Fastest way to render large number of ARGB images


#1

Hi everyone.

 

I'm starting to work on a project in Juce that will involve lots of 2D graphics (special-purpose game engine). I need to be able to render many (e.g. 10,000) small (e.g. 64x64) ARGB images (originally PNG, if that matters) to screen per frame at 60 FPS. The images may be flipped vertically or horizontally but they will not be scaled or clipped (by anything other than the window). If it turns out to be faster I can have it make pre-flipped copies of appropriate images--memory is not much of a concern at this point.

 

I'm running Ubuntu 14.4 64-bit with nVidia GTX 660 and the proprietary drivers, in case this matters, but I want the result to be pretty portable to anyone with a modern GPU on Windows and Mac too.

 

I made a little stress-test program with some code adapted from the 2D background behind the 3D teapot in the demo: a component that's also an OpenGLRenderer, which gets a LowLevelGraphicsContext and puts it in a Graphics object, but then the actual rendering is g.drawImageAt(etc). This runs fine with 1000 images per frame but lags to 6 FPS at 10,000 images per frame. It looks like the work is being done by the CPU, though.

 

I'm assuming that drawing images directly to the Graphics in Component::paint() won't be any faster than this. But is there any way to use the full power of my GPU to draw these images? Maybe putting each image on two triangles and rendering them as 3D? Custom vertex shaders? I don't have any previous experience with programming for OpenGL anywhere near directly, so I'm not sure what's available.


#2

Using the GL renderer will be by far the fastest way to render that kind of thing.
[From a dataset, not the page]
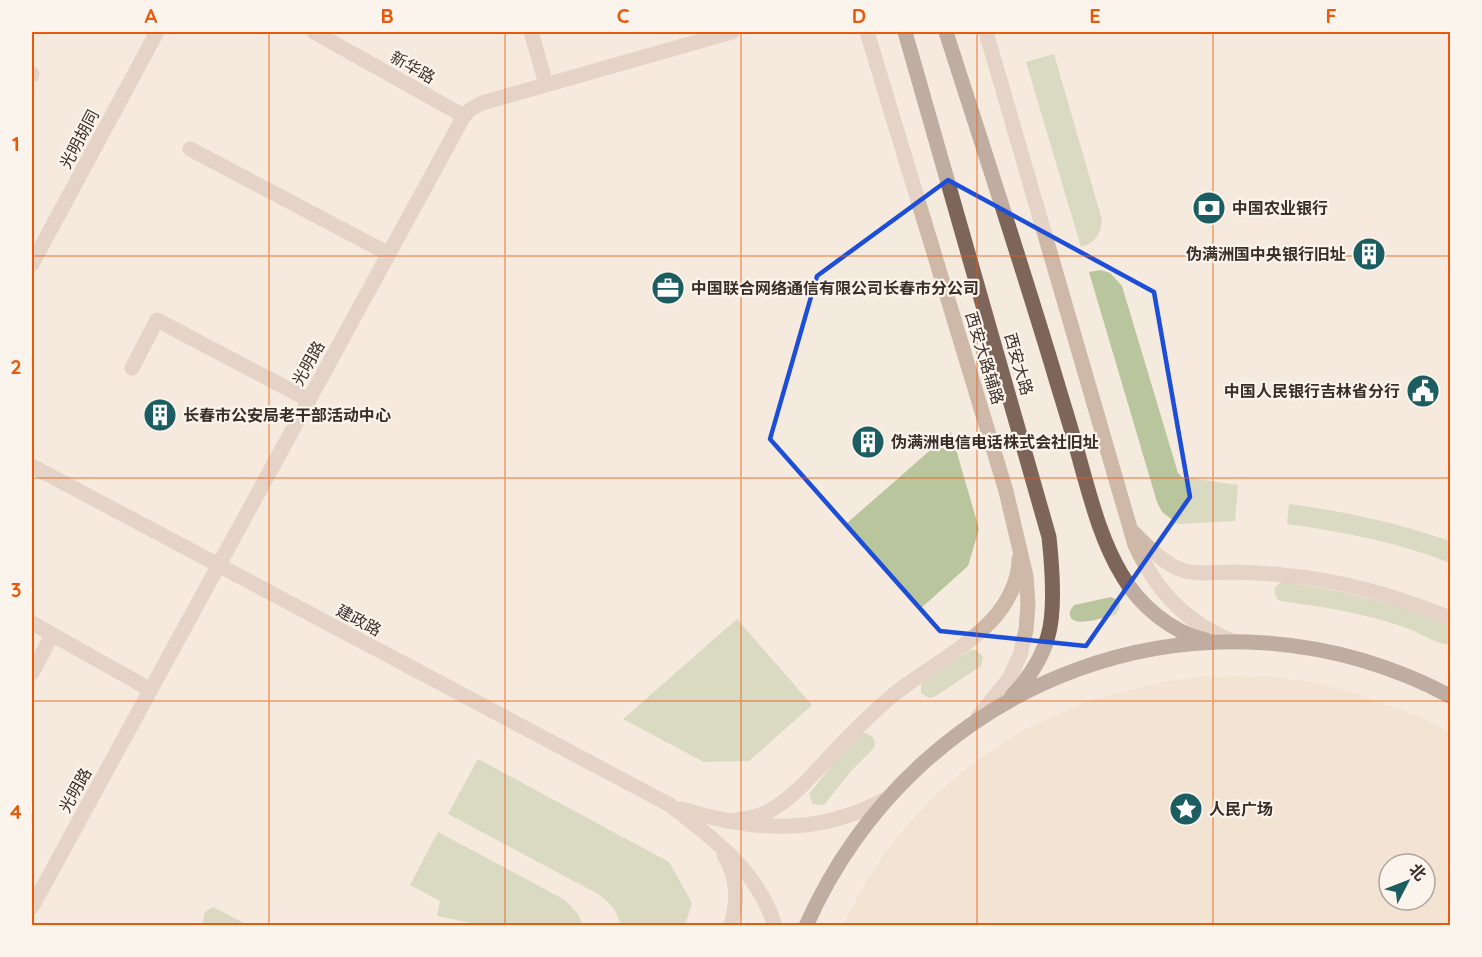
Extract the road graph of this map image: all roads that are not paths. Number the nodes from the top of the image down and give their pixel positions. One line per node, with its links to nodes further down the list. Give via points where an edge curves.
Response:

The teapot demo is probably not the best place to test it though - instead use one of the normal demo pages, but put it into GL rendering mode by pressing '2' or '3'. The Graphics class isn't tuned for this kind of task though, so 10000 might be pushing it a bit! Would be interested to know the bottlenecks if you performance-profile it.


#3

Hmm… when I run the demo, open the OpenGL demo page, switch to the OpenGL 2D demo page, switch back to OpenGL 3D, and then try to switch back to OpenGL 2D, the demo hangs and I have to kill the process. (Maybe I should post this somewhere else…) Other than that, normal rendering or OpenGL rendering doesn’t seem to affect the performance on any of the demo pages.
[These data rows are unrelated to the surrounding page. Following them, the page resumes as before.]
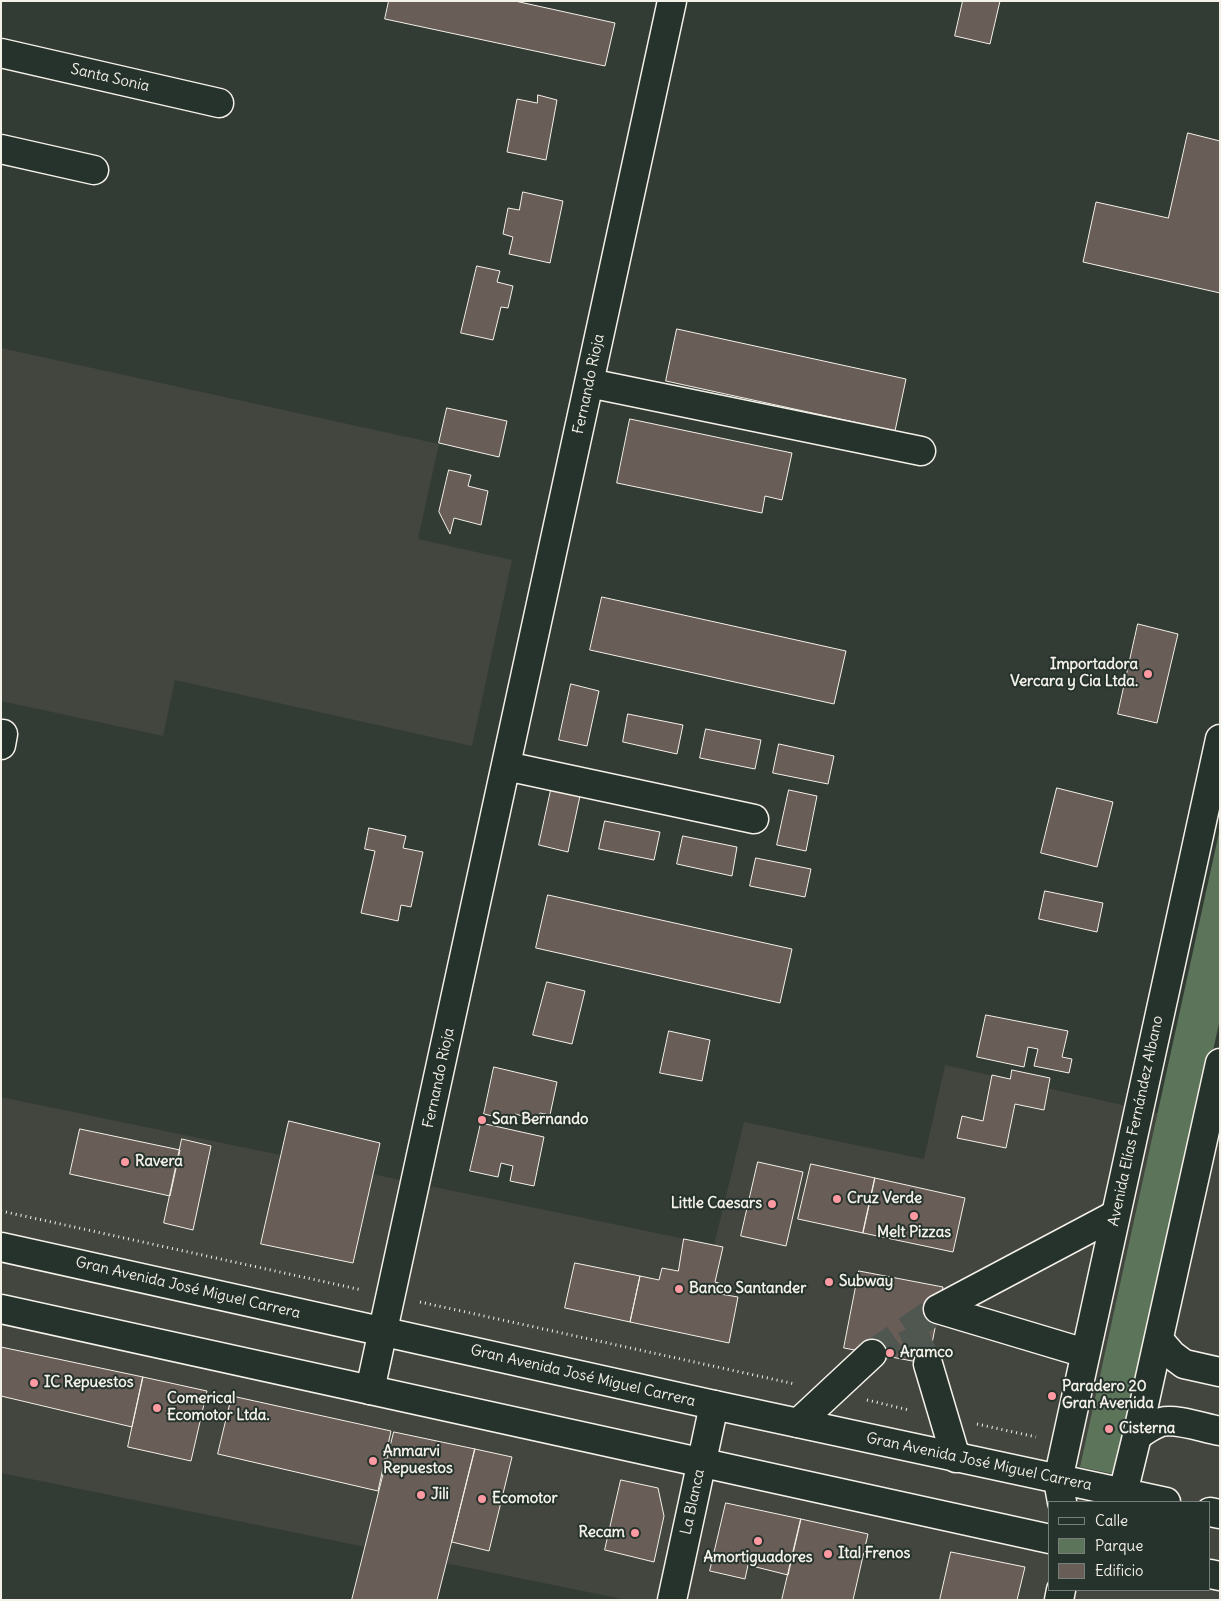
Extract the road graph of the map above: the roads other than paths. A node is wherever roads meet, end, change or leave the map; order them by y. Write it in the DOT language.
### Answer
graph roads {
  1 [pos="672,1"];
  2 [pos="1,52"];
  3 [pos="219,103"];
  4 [pos="1,149"];
  5 [pos="94,170"];
  6 [pos="589,383"];
  7 [pos="921,451"];
  8 [pos="1220,739"];
  9 [pos="506,766"];
  10 [pos="1216,774"];
  11 [pos="754,819"];
  12 [pos="1220,1063"];
  13 [pos="1115,1215"];
  14 [pos="1,1247"];
  15 [pos="1,1309"];
  16 [pos="384,1332"];
  17 [pos="1159,1340"];
  18 [pos="1085,1353"];
  19 [pos="872,1354"];
  20 [pos="928,1364"];
  21 [pos="1220,1372"];
  22 [pos="370,1390"];
  23 [pos="714,1405"];
  24 [pos="798,1423"];
  25 [pos="1220,1431"];
  26 [pos="1137,1436"];
  27 [pos="956,1458"];
  28 [pos="701,1464"];
  29 [pos="1060,1491"];
  30 [pos="1119,1498"];
  31 [pos="1154,1501"];
  32 [pos="1048,1540"];
  33 [pos="672,1600"];
  1 -- 6 [label="main road, Fernando Rioja"];
  2 -- 3 [label="main road, Santa Sonia"];
  4 -- 5 [label="main road"];
  6 -- 7 [label="main road"];
  6 -- 9 [label="main road, Fernando Rioja"];
  8 -- 10 [label="main road, Avenida Elías Fernández Albano"];
  9 -- 11 [label="main road"];
  9 -- 16 [label="main road, Fernando Rioja"];
  10 -- 13 [label="main road, Avenida Elías Fernández Albano"];
  12 -- 17 [label="main road"];
  13 -- 18 [label="main road, Avenida Elías Fernández Albano"];
  13 -- 18 [label="main road"];
  14 -- 16 [label="main road, Gran Avenida José Miguel Carrera"];
  15 -- 22 [label="main road"];
  16 -- 22 [label="main road, Fernando Rioja"];
  16 -- 23 [label="main road, Gran Avenida José Miguel Carrera"];
  17 -- 21 [label="main road"];
  17 -- 26 [label="main road"];
  18 -- 29 [label="main road, Avenida Elías Fernández Albano"];
  19 -- 24 [label="main road"];
  20 -- 27 [label="main road"];
  22 -- 28 [label="main road"];
  23 -- 24 [label="main road, Gran Avenida José Miguel Carrera"];
  23 -- 28 [label="main road, La Blanca"];
  24 -- 27 [label="main road, Gran Avenida José Miguel Carrera"];
  25 -- 26 [label="main road"];
  26 -- 30 [label="main road"];
  27 -- 29 [label="main road, Gran Avenida José Miguel Carrera"];
  28 -- 32 [label="main road"];
  28 -- 33 [label="main road, La Blanca"];
  29 -- 30 [label="main road, Gran Avenida José Miguel Carrera"];
  30 -- 31 [label="main road, Gran Avenida José Miguel Carrera"];
}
How about OpenGLContext::copyTexture()? Would that cause the GPU to actually be the one copying pixels to the framebuffer? I was having trouble getting that to work initially, but I think I was doing it in the paint thread instead of the OpenGLRenderer callback thread, so I’ll try it again. Edit: tried it again on the correct thread, still not working:

void MainContentComponent::newOpenGLContextCreated() override
{
    //...
    File f2("/valid/path/to/image.png");
    if(!f2.exists()){
        DBG("File2 load failed!");
        return;
    }
    Image im2(ImageFileFormat::loadFrom(f2));
    texture = new OpenGLTexture();
    texture->loadImage(im2);
    //...
}
void MainContentComponent::renderOpenGL() override
{
    //...
    texture->bind();
    DBG(String((int)texture->getTextureID())); //prints "1"
    Rectangle<int> targetClipArea(0, 0, 64, 64);
    Rectangle<int> anchorPosAndTextureSize(0, 0, 64, 64);
    for(int i=0; i<10; i++){
        targetClipArea.setPosition(rand.nextInt(getWidth()), rand.nextInt(getHeight()));
        openGLContext.copyTexture(targetClipArea, anchorPosAndTextureSize,
                                  contextWidth, contextHeight, false); //segfault on this line, if I comment it out program runs (but nothing drawn of course)
    }
    texture->unbind();
    //...
}

This might be a dumb question, but I can run large AAA games on my GPU with much more than 10,000 triangles per frame, and a lot more than one non-transformed texture per poly (bump/normal mapping, dynamic lighting, custom shaders, etc.) As a matter of fact, 10,000 triangles per frame is somewhere around the performance of the N64! So how do they do it? Or better, how do you set things up in Juce so that the GPU is actually doing this kind of work? If this is really a question about OpenGL and not Juce, I apologize, I can start learning from that side; but I’m not really sure where to start with Juce. Looking at the code for the 3D parts of the teapot demo, it looked like there was a good deal of code dealing directly with OpenGL, which I was a little surprised about, since I thought the idea was to use Juce API functions directly for everything.